В этом году весна никак не хотела вступать в свои права. То один циклон, то другой не давал москвичам снять с себя теплые одежды. Но ближе к середине мая установилась по-летнему жаркая погода. И, как бы в благодарность долгожданному теплу, природа щедро делилась разнообразием звуков, красок и запахов. Чтобы насладиться этой красотой, не обязательно было уезжать за город. В Москве даже в центре помимо парков можно найти не тронутые архитектурой оазисы. Один из них находится в Сокольниках. Только не около метро, где панельные многоэтажки сменяются бетонными и стеклянными архитектурными изысками, на фоне которых теряется такой красивый и памятный каждому москвичу вход на самую первую ветку московского метрополитена. Место, о котором пойдет речь, знают не многие, так как оно находится в стороне от центрального входа в парк Сокольники, а точнее, со стороны входа на майский просек, между Богородским шоссе и Большой Оленьей улицей. Когда-то здесь кипела жизнь. Среди дубов и кленов стояли двухэтажные деревянные домики с садами и палисадниками. Между трамвайными остановками «Ул. Короленко» и «Майский просек» в красивом бревенчатом здании с верандой находился однодневный Дом отдыха. До революции здесь располагался ресторан «Олень», расцветом которого были 20-30-е годы прошлого столетия. Этот ресторан считался очень популярным у московской богемы. Своей популярности это здание не потеряло и в советское время, став однодневным Домом отдыха, так как располагалось в очень красивом месте на пруду с мостиком, и окна его выходили на пляж. Летом на пляже было полно народу до самого позднего вечера. При входе стоял ларек с пивом и солеными сушками. Напротив пляжа находилась спортивная база Министерства внешней торговли. Но главной достопримечательностью этих мест был пруд с островком, на котором стоял величавый дуб. В праздничные дни место перед прудом огораживалось, приезжала спецтехника для проведения праздничного салюта. Все местные жители подтягивались сюда и с трепетом наблюдали, как из машины с грохотом выскакивали залпы фейерверков. От шума закладывало уши, но всех переполняла радость.

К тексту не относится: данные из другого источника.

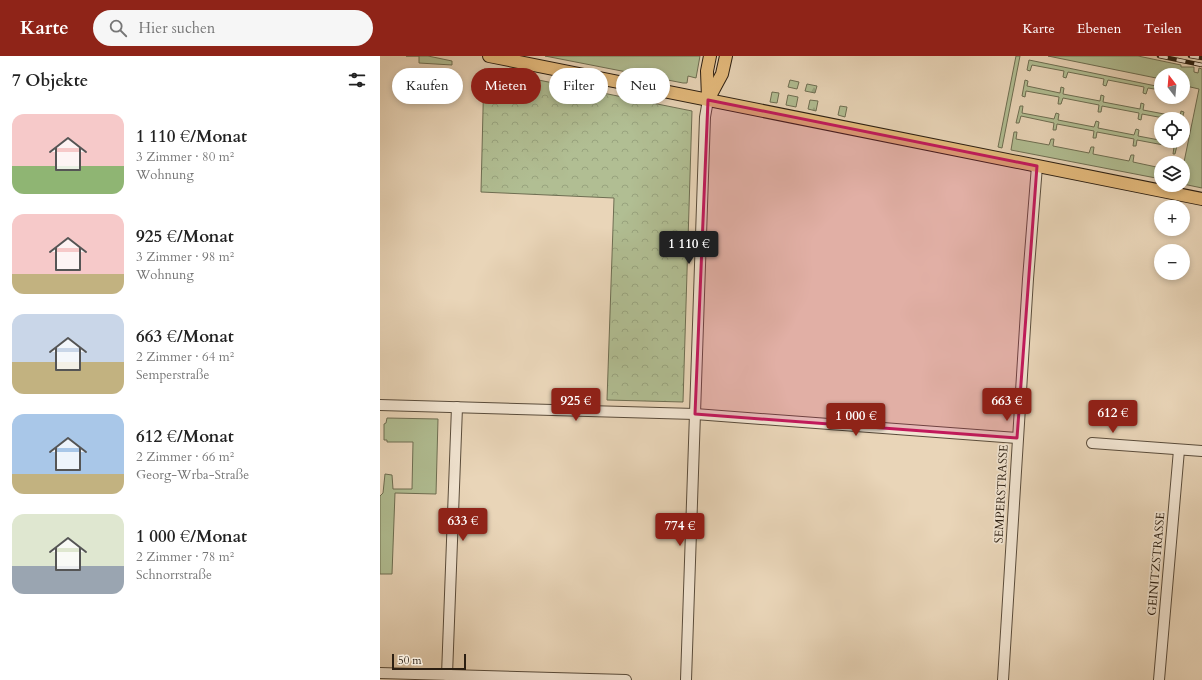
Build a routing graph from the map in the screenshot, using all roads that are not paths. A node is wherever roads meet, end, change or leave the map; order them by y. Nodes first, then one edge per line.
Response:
1 (489, 56) edge
2 (710, 56) edge
3 (726, 56) edge
4 (708, 100) junction
5 (1037, 166) junction
6 (1202, 199) edge
7 (380, 405) edge
8 (457, 407) junction
9 (696, 414) junction
10 (1017, 438) junction
11 (1092, 444) dead end
12 (1179, 450) junction
13 (1202, 451) edge
14 (380, 673) edge
15 (442, 677) edge
16 (626, 680) edge
17 (686, 680) edge
18 (1003, 680) edge
19 (1159, 680) edge

1 - 4 main road
2 - 4 main road
3 - 4 main road
4 - 5 main road
4 - 9 street
5 - 6 main road
5 - 10 street, SEMPERSTRASSE
7 - 8 street
8 - 9 street
8 - 15 street
9 - 10 street
9 - 17 street
10 - 18 street, SEMPERSTRASSE
11 - 12 street
12 - 13 street
12 - 19 street, GEINITZSTRASSE
14 - 15 street
15 - 16 street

В 70-х годах людей стали переселять на окраины Москвы в спальные районы. Дома снесли, базу закрыли. Однодневный Дом отдыха сгорел. Все заросло деревьями, среди которых одиноко возвышается пятиэтажное кирпичное здание бывшей школы № 387, куда когда-то ходила многочисленная местная детвора. А сейчас кругом какая-то жуткая тишина, которую изредка прерывают проходящие мимо трамваи. Ничего не осталось здесь от прежней жизни, и лишь пруд с островком несет в себе память и тайны прошлого.
Именно сюда уже несколько дней подряд приезжал Никита Ларионов, чтобы написать картину в подарок своему лучшему другу Олегу. Никита, худощавый молодой человек двадцати лет, немного выше среднего роста, был художником, вернее, хотел стать настоящим художником, поэтому учился в Суриковском училище. Он долго выбирал место для написания пейзажа. Сокольники ему всегда нравились, и не только ему. В разные годы здесь любили проводить время такие выдающиеся живописцы, как Иван Шишкин, Алексей Саврасов, Исаак Левитан. Но Никита не хотел повторять того, что было написано раньше, поэтому искал какое-нибудь необычное место для своего творчества.
Он долго бродил по безлюдным аллеям парка, по лучевым просекам, пока не вышел к этому Оленьему пруду, который одни называли Верхним Оленьим прудом, другие Средним Оленьим прудом. Никита как завороженный смотрел на чудо природы. Это было похоже на сказку. Зеркальная вода отображала деревья, стоящие на берегу. На островке, раскинув могучие ветви, возвышался величавый дуб в окружении молодых березок. «Вот то, что мне нужно», – решил Никита и приступил к работе.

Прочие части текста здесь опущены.